CONCLUSIONS: Tracheal trifurcation is rare and often associated with additional disorders, such as other tracheobronchial anomalies, cardiovascular defects or esophageal malformations, responsible for clinical manifestations and earlier detection. Bronchoscopy is often used for diagnosis, but is invasive and may be incomplete or inconclusive, while CT allows for a noninvasive and correct diagnosis, while also highlighting additional findings in the thorax.
摘要:
背景:气管三分叉是一种罕见且通常未知的异常气管支气管阻塞类型,特征在于起源于隆突水平的三个主要支气管。由于其临床意义,诊断很重要。

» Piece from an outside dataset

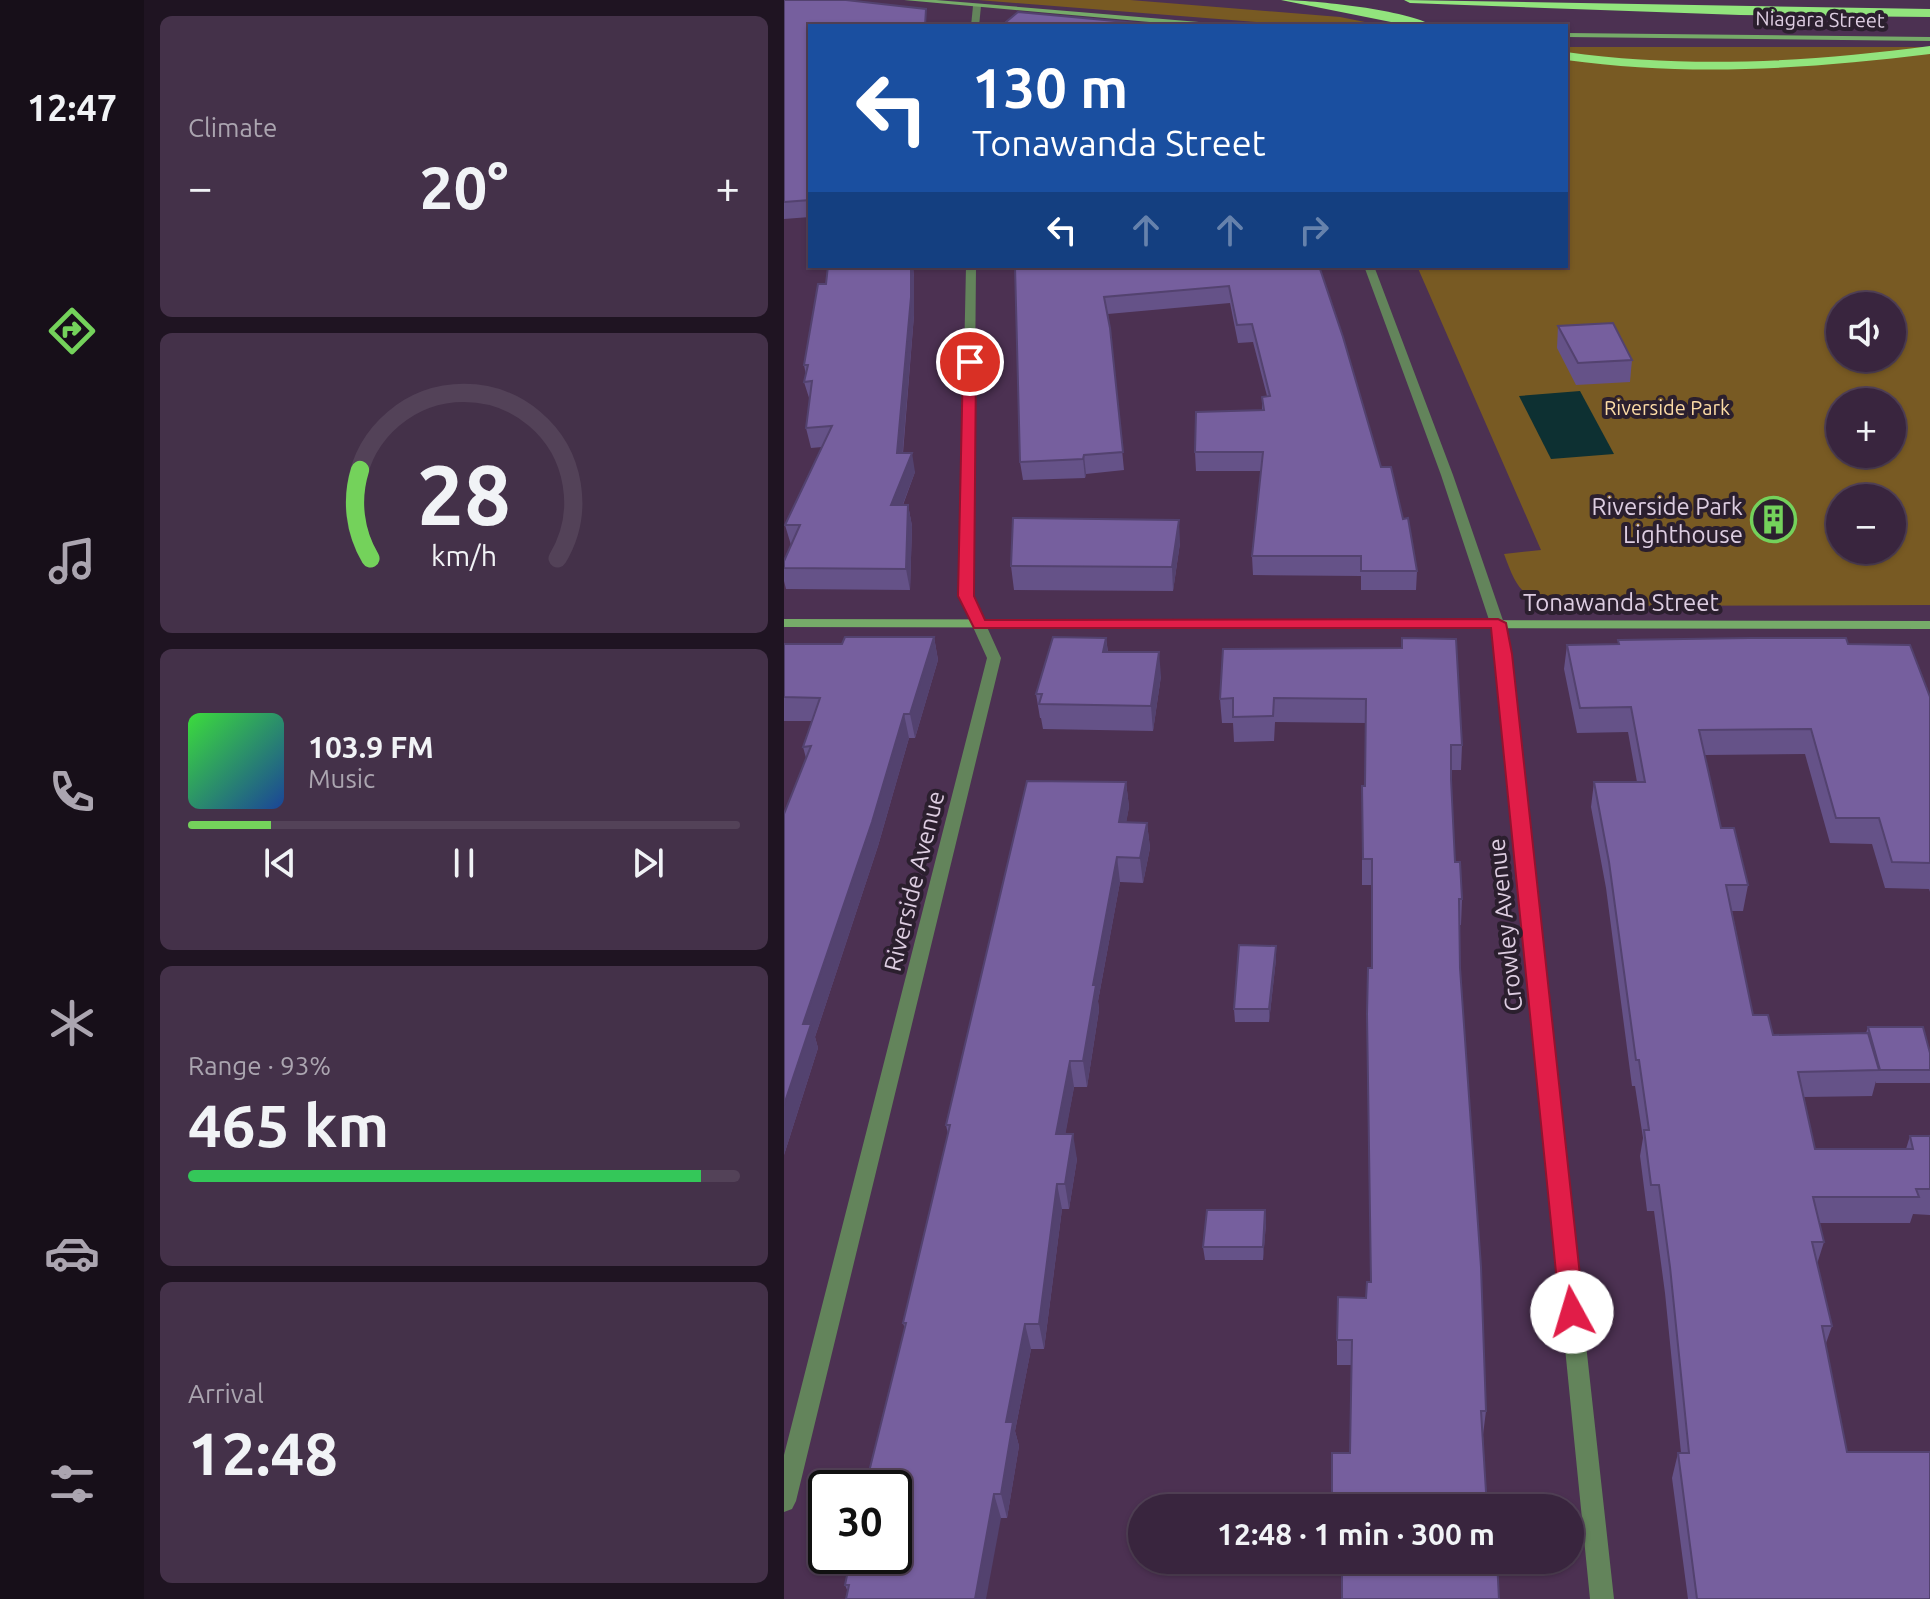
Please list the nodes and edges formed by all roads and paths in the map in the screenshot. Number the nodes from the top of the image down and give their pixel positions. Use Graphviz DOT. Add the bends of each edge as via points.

目的:为了突出解剖学,临床和诊断方面的气管三分叉通过报告我们的经验和回顾文献。
方法:我们回顾性评估了2018年1月至2020年5月转诊至我们机构的诊断为气管三分叉的儿科患者。所有患者都接受了胸片,计算机断层扫描(CT)(有/无动态气道扫描)和支气管镜检查。收集临床和解剖学数据。
结果:确定了3例气管三分叉患者(1例女性,中位年龄:7.6±0.4个月)。所有人都有相关的异常:两个人患有法洛四联症,一个患有食管闭锁/气管食管瘘,一个患有房室间隔缺损,另一个有骨骼纤毛病.胸部X光片不能诊断气管三叉。2例支气管镜检查不能完全评估气管和主支气管。CT在所有患者中均检测到气管三分叉,并显示其他肺实质和先天性异常。在所有情况下,三个主要支气管中的两个都指向右肺。存在中央(两名患者)或右上支气管(一名患者)的口狭窄。没有发现气管支气管软化的迹象。
结论:气管三分叉是罕见的,通常与其他疾病有关,例如其他气管支气管异常,心血管缺陷或食道畸形,负责临床表现和早期检测。支气管镜检查通常用于诊断,但是是侵入性的,可能是不完整的或不确定的,虽然CT可以进行无创和正确的诊断,同时还突出了胸部的其他发现。
目的:为了突出解剖学,临床和诊断方面的气管三分叉通过报告我们的经验和回顾文献。
方法:我们回顾性评估了2018年1月至2020年5月转诊至我们机构的诊断为气管三分叉的儿科患者。所有患者都接受了胸片,计算机断层扫描(CT)(有/无动态气道扫描)和支气管镜检查。收集临床和解剖学数据。
结果:确定了3例气管三分叉患者(1例女性,中位年龄:7.6±0.4个月)。所有人都有相关的异常:两个人患有法洛四联症,一个患有食管闭锁/气管食管瘘,一个患有房室间隔缺损,另一个有骨骼纤毛病.胸部X光片不能诊断气管三叉。2例支气管镜检查不能完全评估气管和主支气管。CT在所有患者中均检测到气管三分叉,并显示其他肺实质和先天性异常。在所有情况下,三个主要支气管中的两个都指向右肺。存在中央(两名患者)或右上支气管(一名患者)的口狭窄。没有发现气管支气管软化的迹象。
结论:气管三分叉是罕见的,通常与其他疾病有关,例如其他气管支气管异常,心血管缺陷或食道畸形,负责临床表现和早期检测。支气管镜检查通常用于诊断,但是是侵入性的,可能是不完整的或不确定的,虽然CT可以进行无创和正确的诊断,同时还突出了胸部的其他发现。